▼
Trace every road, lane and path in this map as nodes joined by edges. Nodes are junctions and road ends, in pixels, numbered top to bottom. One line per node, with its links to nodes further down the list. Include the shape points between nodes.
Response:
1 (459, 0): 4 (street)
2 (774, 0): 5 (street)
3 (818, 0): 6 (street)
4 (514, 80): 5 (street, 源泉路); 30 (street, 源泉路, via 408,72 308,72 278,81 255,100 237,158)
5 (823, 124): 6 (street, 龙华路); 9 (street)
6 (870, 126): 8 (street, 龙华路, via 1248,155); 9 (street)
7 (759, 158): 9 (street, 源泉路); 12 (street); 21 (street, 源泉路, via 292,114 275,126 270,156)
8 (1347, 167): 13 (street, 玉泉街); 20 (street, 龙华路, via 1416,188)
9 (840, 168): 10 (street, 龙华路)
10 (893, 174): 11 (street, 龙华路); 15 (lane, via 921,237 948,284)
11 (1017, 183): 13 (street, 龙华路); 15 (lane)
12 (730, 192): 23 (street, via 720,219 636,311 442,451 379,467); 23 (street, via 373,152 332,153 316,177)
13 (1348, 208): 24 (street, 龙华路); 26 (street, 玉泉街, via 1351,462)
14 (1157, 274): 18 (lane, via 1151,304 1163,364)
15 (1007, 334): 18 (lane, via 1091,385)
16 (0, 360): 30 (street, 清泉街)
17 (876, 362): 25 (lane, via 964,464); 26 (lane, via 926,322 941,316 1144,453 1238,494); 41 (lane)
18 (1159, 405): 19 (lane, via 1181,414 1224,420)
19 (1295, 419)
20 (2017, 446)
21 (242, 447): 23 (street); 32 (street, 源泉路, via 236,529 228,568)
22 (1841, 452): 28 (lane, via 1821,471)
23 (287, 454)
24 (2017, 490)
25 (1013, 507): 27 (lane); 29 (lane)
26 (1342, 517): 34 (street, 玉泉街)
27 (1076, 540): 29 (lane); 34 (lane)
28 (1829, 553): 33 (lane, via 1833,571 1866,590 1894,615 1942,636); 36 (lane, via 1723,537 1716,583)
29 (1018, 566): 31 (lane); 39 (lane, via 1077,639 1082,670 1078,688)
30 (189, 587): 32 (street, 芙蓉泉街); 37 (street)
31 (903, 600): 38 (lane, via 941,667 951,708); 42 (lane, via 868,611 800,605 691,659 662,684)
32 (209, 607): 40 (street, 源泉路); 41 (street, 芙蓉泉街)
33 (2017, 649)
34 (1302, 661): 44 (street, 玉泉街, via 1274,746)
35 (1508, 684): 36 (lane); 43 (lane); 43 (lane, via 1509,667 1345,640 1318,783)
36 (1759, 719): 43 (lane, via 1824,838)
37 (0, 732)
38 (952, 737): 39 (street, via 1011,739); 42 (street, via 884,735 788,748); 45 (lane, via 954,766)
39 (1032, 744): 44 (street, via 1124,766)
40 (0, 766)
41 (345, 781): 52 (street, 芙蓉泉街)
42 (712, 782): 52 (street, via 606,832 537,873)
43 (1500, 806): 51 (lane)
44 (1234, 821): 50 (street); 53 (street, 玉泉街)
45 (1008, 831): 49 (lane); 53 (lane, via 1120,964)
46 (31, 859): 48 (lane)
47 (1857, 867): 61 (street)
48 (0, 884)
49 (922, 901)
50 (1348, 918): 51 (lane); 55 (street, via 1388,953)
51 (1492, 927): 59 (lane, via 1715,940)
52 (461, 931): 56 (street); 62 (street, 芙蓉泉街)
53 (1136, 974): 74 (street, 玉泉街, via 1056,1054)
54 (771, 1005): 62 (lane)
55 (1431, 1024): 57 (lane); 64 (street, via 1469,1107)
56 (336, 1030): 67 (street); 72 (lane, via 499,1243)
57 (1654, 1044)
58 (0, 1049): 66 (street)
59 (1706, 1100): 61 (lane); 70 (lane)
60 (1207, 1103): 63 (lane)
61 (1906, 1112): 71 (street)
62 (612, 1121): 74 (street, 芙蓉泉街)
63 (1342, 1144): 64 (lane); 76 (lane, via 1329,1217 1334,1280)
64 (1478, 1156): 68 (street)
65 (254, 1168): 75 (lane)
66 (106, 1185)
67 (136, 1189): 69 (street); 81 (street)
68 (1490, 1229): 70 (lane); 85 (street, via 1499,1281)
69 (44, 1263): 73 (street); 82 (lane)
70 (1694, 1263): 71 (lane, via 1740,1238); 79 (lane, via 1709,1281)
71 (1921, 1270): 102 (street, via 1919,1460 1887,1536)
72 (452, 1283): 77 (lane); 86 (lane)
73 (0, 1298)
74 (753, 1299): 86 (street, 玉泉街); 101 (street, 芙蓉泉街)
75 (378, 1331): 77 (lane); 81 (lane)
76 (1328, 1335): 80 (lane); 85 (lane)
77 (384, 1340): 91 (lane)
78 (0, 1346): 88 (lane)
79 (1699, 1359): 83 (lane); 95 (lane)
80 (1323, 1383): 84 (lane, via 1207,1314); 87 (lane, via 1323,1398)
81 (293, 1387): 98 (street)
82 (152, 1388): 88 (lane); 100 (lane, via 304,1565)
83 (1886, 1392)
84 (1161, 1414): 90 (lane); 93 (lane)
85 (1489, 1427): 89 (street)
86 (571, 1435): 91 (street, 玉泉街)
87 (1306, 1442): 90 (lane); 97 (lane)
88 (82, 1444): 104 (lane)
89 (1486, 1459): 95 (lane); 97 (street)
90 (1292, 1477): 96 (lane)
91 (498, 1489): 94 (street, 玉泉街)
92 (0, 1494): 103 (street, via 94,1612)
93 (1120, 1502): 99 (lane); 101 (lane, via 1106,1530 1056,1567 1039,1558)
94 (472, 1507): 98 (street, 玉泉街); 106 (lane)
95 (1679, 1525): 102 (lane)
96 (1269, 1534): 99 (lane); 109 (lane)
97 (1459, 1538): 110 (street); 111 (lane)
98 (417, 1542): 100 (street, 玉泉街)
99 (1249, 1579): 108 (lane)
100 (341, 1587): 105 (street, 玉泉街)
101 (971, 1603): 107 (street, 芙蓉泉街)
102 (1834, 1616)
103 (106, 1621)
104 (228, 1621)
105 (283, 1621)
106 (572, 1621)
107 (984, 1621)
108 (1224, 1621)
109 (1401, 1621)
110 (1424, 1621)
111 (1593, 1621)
▲
# What you will do:
Within the data above, filter for lines containing the word "芙蓉泉街" and copy each one.

# Result:
30 (189, 587): 32 (street, 芙蓉泉街); 37 (street)
32 (209, 607): 40 (street, 源泉路); 41 (street, 芙蓉泉街)
41 (345, 781): 52 (street, 芙蓉泉街)
52 (461, 931): 56 (street); 62 (street, 芙蓉泉街)
62 (612, 1121): 74 (street, 芙蓉泉街)
74 (753, 1299): 86 (street, 玉泉街); 101 (street, 芙蓉泉街)
101 (971, 1603): 107 (street, 芙蓉泉街)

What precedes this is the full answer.